▸ WHAT YOU SHOULD DO
Scan the data for lines with "ВОДОПРОВОДНАЯ" and report the count by itself.

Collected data

-*-*-

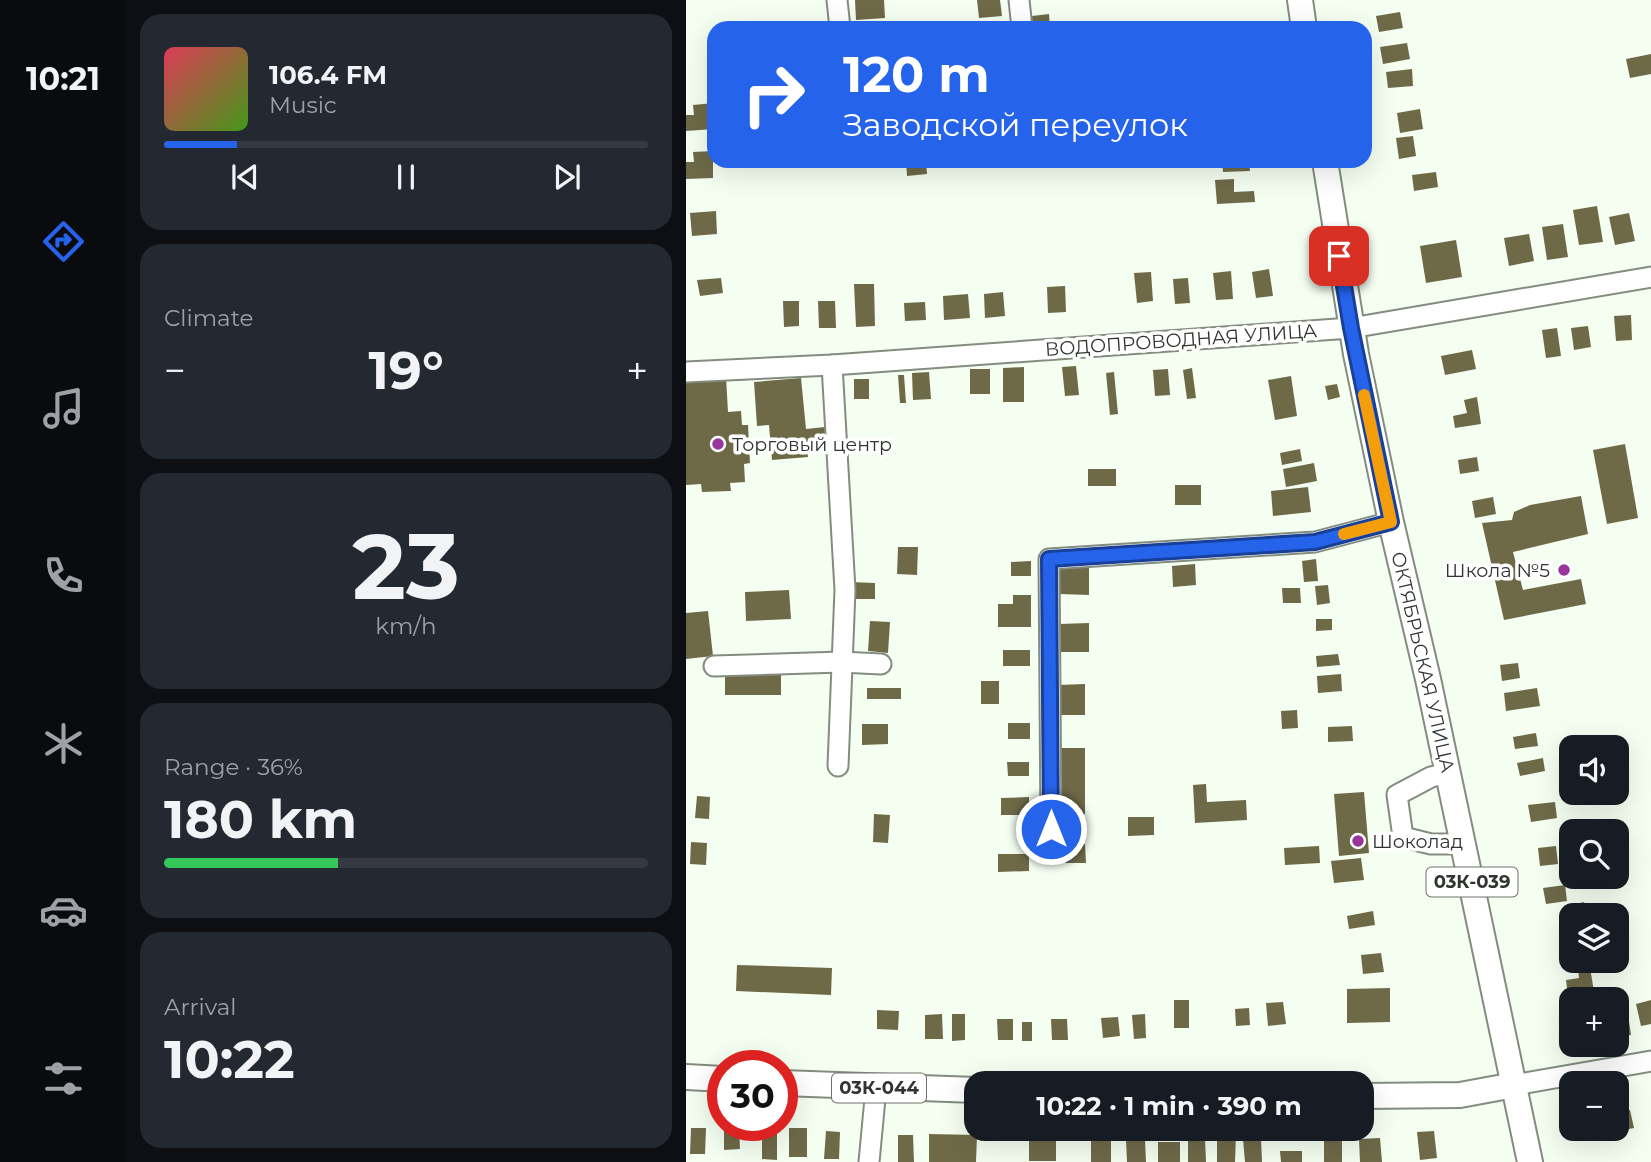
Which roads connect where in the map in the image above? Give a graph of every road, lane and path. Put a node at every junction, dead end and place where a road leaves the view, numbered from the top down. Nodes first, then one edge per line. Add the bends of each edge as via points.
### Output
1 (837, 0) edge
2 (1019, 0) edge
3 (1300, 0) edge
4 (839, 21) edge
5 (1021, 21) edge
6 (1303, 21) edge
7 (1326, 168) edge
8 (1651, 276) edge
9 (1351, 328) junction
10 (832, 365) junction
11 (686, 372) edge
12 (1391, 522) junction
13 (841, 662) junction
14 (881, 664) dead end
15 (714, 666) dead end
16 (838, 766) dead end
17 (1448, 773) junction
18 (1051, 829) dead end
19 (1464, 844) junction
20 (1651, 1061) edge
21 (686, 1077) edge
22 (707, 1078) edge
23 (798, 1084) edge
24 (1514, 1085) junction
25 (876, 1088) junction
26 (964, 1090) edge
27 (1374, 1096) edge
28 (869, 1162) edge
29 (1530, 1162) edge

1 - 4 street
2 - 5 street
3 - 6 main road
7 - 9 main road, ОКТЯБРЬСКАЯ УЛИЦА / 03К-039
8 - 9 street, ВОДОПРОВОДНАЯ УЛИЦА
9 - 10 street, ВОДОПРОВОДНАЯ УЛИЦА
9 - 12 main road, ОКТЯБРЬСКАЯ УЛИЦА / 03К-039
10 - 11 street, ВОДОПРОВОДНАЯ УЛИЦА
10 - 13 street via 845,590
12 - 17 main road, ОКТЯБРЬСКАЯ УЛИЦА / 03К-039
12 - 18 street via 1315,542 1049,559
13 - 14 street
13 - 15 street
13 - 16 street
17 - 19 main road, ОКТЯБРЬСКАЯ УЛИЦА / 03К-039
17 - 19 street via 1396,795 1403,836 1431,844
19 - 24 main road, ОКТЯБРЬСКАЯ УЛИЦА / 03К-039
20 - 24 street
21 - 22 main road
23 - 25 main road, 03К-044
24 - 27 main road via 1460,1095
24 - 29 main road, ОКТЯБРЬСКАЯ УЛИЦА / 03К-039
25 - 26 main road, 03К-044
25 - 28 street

-*-*-

▸ RESPONSE AREA
3